(Stored data)
-=-=-=-=-

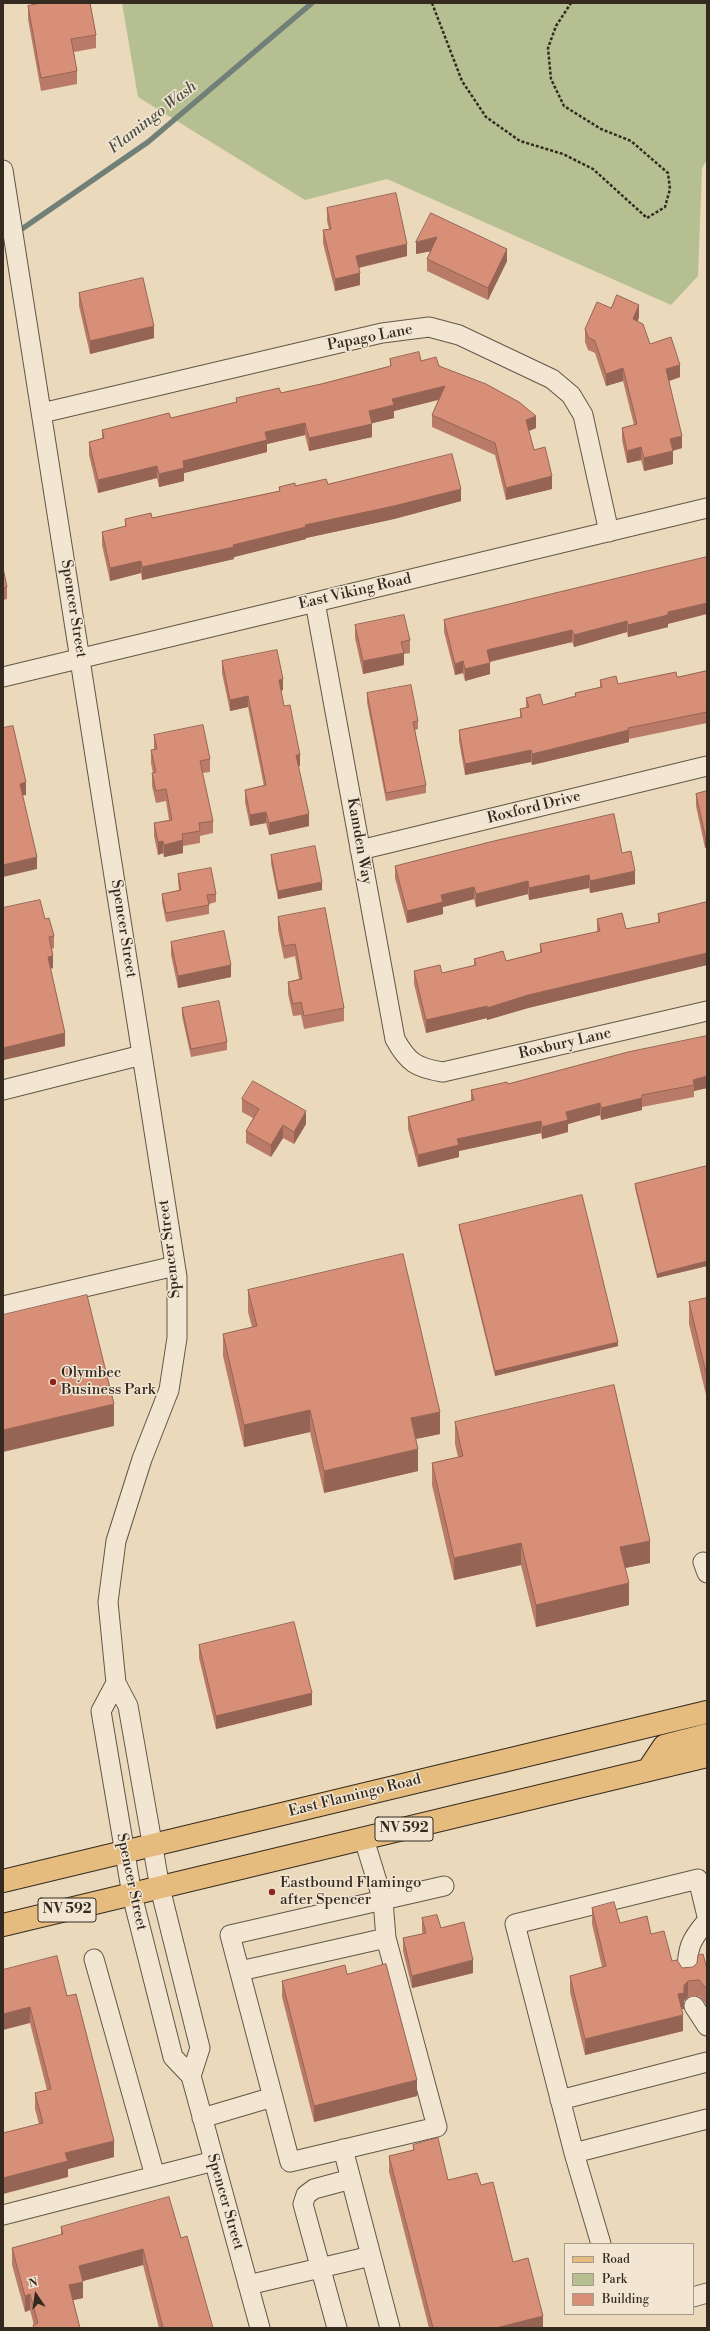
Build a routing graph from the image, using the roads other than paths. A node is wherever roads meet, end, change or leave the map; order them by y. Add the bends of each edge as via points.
1 (4, 176) edge
2 (42, 413) junction
3 (707, 508) edge
4 (609, 532) junction
5 (315, 602) junction
6 (80, 658) junction
7 (3, 677) edge
8 (707, 766) edge
9 (360, 850) junction
10 (707, 1011) edge
11 (142, 1056) junction
12 (422, 1069) joint
13 (3, 1090) edge
14 (175, 1266) junction
15 (3, 1306) edge
16 (116, 1683) junction
17 (707, 1712) edge
18 (707, 1735) edge
19 (707, 1756) edge
20 (648, 1770) junction
21 (364, 1839) junction
22 (152, 1845) junction
23 (124, 1853) junction
24 (3, 1881) edge
25 (444, 1886) dead end
26 (160, 1888) junction
27 (132, 1895) junction
28 (383, 1901) junction
29 (707, 1916) edge
30 (707, 1921) edge
31 (3, 1925) edge
32 (386, 1938) junction
33 (94, 1959) dead end
34 (240, 1971) junction
35 (687, 1974) edge
36 (694, 2006) dead end
37 (707, 2026) edge
38 (707, 2062) edge
39 (191, 2076) junction
40 (273, 2097) junction
41 (560, 2100) junction
42 (202, 2118) junction
43 (707, 2119) edge
44 (343, 2149) junction
45 (574, 2153) junction
46 (214, 2161) junction
47 (155, 2176) junction
48 (351, 2179) junction
49 (3, 2215) edge
50 (601, 2243) edge
51 (371, 2256) junction
52 (320, 2268) junction
53 (248, 2284) junction
54 (707, 2294) edge
55 (694, 2297) edge
56 (260, 2328) edge
57 (337, 2328) edge
58 (390, 2328) edge

1 - 2 street, Spencer Street
2 - 4 street, Papago Lane via 382,333 428,327 473,341 552,379 571,395 583,415
2 - 6 street, Spencer Street
3 - 4 street, East Viking Road
4 - 5 street, East Viking Road
5 - 6 street, East Viking Road
5 - 9 street, Kamden Way
6 - 7 street, East Viking Road
6 - 11 street, Spencer Street
8 - 9 street, Roxford Drive
9 - 12 street, Kamden Way via 395,1039 405,1056
10 - 12 street, Roxbury Lane via 443,1072
11 - 13 street
11 - 14 street, Spencer Street
14 - 15 street
14 - 16 street, Spencer Street via 177,1338 169,1390 142,1459 116,1541 108,1602
16 - 22 street, Spencer Street via 128,1706
16 - 23 street, Spencer Street via 101,1711
17 - 22 main road, East Flamingo Road
18 - 20 main road via 664,1746
19 - 20 main road, NV 592
20 - 21 main road, NV 592
21 - 26 main road, NV 592
21 - 28 street
22 - 23 main road, East Flamingo Road
22 - 26 street, Spencer Street
23 - 24 main road, East Flamingo Road
23 - 27 street, Spencer Street
25 - 28 street
26 - 27 main road, NV 592
26 - 39 street, Spencer Street via 200,2048
27 - 31 main road, NV 592
27 - 39 street, Spencer Street via 173,2057
28 - 32 street
28 - 34 street via 230,1935
29 - 41 street via 698,1879 515,1924
30 - 35 street via 694,1936 687,1952
32 - 34 street
32 - 44 street via 437,2127
33 - 47 street
34 - 40 street
36 - 37 street
38 - 41 street
39 - 42 street, Spencer Street
40 - 42 street
40 - 44 street via 290,2162
41 - 45 street
42 - 46 street, Spencer Street
43 - 45 street
44 - 48 street
45 - 50 street
46 - 47 street
46 - 53 street, Spencer Street
47 - 49 street
48 - 51 street
48 - 52 street via 314,2189 306,2195 303,2204
51 - 52 street
51 - 58 street
52 - 53 street
52 - 57 street
53 - 56 street, Spencer Street
54 - 55 street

-=-=-=-=-

Your assignment: The answer must consist of every line from the entries that holds the string "dead".

Completed task:
25 (444, 1886) dead end
33 (94, 1959) dead end
36 (694, 2006) dead end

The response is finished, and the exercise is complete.